■ The task
Pull from the data below each line where the word "Hungría" occurs, and copy it.

-*-

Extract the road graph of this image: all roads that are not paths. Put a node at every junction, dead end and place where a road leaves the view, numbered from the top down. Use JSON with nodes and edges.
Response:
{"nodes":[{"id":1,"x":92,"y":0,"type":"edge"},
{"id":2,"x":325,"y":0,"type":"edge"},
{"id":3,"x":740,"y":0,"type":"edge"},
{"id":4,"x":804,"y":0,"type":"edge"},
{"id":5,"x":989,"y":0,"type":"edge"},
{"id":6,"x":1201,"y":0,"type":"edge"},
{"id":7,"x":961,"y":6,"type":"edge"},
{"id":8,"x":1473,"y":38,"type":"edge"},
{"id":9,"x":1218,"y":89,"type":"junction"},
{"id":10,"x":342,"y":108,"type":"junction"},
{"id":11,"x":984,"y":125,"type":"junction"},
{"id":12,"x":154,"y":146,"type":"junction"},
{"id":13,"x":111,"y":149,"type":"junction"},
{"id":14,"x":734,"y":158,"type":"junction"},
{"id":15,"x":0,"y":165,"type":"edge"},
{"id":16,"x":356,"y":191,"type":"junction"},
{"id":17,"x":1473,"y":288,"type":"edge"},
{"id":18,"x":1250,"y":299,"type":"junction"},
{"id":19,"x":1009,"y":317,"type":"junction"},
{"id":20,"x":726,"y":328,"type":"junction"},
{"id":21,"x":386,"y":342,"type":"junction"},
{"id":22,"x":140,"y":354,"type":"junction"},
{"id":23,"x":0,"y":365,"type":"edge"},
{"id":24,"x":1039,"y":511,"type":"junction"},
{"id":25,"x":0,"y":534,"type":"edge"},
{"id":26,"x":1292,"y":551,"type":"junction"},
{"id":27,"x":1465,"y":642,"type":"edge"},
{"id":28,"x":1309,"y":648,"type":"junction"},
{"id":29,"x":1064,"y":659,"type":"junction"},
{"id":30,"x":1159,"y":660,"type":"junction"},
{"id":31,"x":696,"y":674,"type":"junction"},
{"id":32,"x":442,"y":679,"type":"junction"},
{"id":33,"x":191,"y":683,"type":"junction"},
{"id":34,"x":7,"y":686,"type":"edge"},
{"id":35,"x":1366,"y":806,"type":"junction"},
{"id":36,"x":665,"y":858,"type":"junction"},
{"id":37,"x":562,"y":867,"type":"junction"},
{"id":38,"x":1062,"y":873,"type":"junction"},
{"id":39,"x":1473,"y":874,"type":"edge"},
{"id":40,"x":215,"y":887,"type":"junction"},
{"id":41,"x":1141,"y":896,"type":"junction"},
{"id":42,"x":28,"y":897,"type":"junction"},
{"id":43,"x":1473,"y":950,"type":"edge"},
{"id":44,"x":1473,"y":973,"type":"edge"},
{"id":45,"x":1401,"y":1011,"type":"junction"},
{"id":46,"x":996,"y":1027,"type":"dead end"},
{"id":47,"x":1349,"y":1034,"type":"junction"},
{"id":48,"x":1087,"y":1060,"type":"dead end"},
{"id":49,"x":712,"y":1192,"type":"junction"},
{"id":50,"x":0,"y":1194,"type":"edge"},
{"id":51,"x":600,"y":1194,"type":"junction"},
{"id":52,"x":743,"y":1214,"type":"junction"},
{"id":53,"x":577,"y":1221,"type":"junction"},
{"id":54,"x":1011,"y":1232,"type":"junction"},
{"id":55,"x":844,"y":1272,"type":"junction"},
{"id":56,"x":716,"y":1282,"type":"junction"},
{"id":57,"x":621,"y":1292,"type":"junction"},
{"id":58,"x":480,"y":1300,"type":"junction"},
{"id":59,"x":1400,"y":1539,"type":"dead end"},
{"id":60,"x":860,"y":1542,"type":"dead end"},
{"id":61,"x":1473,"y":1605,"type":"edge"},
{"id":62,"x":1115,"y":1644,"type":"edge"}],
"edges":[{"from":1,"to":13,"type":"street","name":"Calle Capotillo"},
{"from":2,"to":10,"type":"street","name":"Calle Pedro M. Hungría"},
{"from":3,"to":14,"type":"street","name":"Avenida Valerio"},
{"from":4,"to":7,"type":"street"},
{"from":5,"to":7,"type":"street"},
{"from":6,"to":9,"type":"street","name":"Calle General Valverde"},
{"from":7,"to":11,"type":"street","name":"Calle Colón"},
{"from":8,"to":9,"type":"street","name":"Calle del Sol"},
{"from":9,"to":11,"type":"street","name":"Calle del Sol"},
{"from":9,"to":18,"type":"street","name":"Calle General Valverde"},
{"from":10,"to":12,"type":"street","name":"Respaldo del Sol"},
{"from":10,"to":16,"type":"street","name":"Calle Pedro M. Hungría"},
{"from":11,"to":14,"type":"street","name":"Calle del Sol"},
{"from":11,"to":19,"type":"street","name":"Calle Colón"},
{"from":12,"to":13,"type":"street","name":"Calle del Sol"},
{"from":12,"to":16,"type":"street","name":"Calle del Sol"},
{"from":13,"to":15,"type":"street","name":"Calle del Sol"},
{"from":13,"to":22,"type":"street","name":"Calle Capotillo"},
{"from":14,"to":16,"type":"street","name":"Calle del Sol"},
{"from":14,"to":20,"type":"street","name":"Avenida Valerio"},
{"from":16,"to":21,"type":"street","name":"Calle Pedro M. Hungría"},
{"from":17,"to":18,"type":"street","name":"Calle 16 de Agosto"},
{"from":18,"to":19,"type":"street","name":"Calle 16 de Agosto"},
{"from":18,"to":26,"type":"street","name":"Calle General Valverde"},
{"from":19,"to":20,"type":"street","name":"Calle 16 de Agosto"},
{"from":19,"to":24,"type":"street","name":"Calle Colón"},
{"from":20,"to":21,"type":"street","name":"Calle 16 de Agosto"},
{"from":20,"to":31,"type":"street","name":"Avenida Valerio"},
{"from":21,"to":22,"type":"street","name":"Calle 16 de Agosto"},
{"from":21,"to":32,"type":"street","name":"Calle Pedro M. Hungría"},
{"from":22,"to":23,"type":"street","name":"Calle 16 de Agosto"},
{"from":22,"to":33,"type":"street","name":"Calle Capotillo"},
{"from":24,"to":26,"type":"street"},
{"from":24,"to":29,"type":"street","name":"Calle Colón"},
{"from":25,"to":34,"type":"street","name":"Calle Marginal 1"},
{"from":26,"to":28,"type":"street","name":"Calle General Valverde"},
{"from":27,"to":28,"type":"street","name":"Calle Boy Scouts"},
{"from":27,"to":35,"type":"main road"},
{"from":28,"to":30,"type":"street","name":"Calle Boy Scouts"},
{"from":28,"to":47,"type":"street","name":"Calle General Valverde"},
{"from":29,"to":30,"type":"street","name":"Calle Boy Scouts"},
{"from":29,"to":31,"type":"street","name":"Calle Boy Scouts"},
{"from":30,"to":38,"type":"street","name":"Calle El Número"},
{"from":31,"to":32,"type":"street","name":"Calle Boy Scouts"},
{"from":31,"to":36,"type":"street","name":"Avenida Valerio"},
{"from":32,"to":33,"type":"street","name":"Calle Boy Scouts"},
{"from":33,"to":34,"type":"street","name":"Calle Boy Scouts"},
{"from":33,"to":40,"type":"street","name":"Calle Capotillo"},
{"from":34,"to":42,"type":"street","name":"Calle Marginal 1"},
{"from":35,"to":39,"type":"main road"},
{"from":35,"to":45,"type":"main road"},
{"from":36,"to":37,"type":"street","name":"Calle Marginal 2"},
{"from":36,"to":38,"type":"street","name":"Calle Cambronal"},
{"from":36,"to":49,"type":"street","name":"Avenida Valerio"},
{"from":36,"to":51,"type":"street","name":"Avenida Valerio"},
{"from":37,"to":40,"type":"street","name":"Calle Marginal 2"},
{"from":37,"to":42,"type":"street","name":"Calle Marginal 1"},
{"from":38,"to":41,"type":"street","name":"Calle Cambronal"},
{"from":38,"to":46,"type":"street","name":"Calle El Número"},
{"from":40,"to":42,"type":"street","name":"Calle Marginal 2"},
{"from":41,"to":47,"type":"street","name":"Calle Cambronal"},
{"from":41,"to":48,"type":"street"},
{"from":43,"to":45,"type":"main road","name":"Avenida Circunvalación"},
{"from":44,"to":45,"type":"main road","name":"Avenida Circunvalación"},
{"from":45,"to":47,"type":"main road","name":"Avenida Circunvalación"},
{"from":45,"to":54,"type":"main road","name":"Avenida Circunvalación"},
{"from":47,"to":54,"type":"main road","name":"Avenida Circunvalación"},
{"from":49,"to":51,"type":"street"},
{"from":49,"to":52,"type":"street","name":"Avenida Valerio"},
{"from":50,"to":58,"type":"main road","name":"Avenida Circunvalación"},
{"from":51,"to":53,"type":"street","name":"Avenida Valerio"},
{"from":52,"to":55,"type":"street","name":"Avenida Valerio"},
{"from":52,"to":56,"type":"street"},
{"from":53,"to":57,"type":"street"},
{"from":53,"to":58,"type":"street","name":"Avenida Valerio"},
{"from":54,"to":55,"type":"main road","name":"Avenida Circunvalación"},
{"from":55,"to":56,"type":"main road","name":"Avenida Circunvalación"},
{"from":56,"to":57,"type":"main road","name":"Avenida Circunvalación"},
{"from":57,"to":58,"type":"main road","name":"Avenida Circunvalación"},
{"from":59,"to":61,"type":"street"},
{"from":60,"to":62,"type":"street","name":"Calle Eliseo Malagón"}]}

-*-

■ Response to the exercise
{"from":2,"to":10,"type":"street","name":"Calle Pedro M. Hungría"},
{"from":10,"to":16,"type":"street","name":"Calle Pedro M. Hungría"},
{"from":16,"to":21,"type":"street","name":"Calle Pedro M. Hungría"},
{"from":21,"to":32,"type":"street","name":"Calle Pedro M. Hungría"},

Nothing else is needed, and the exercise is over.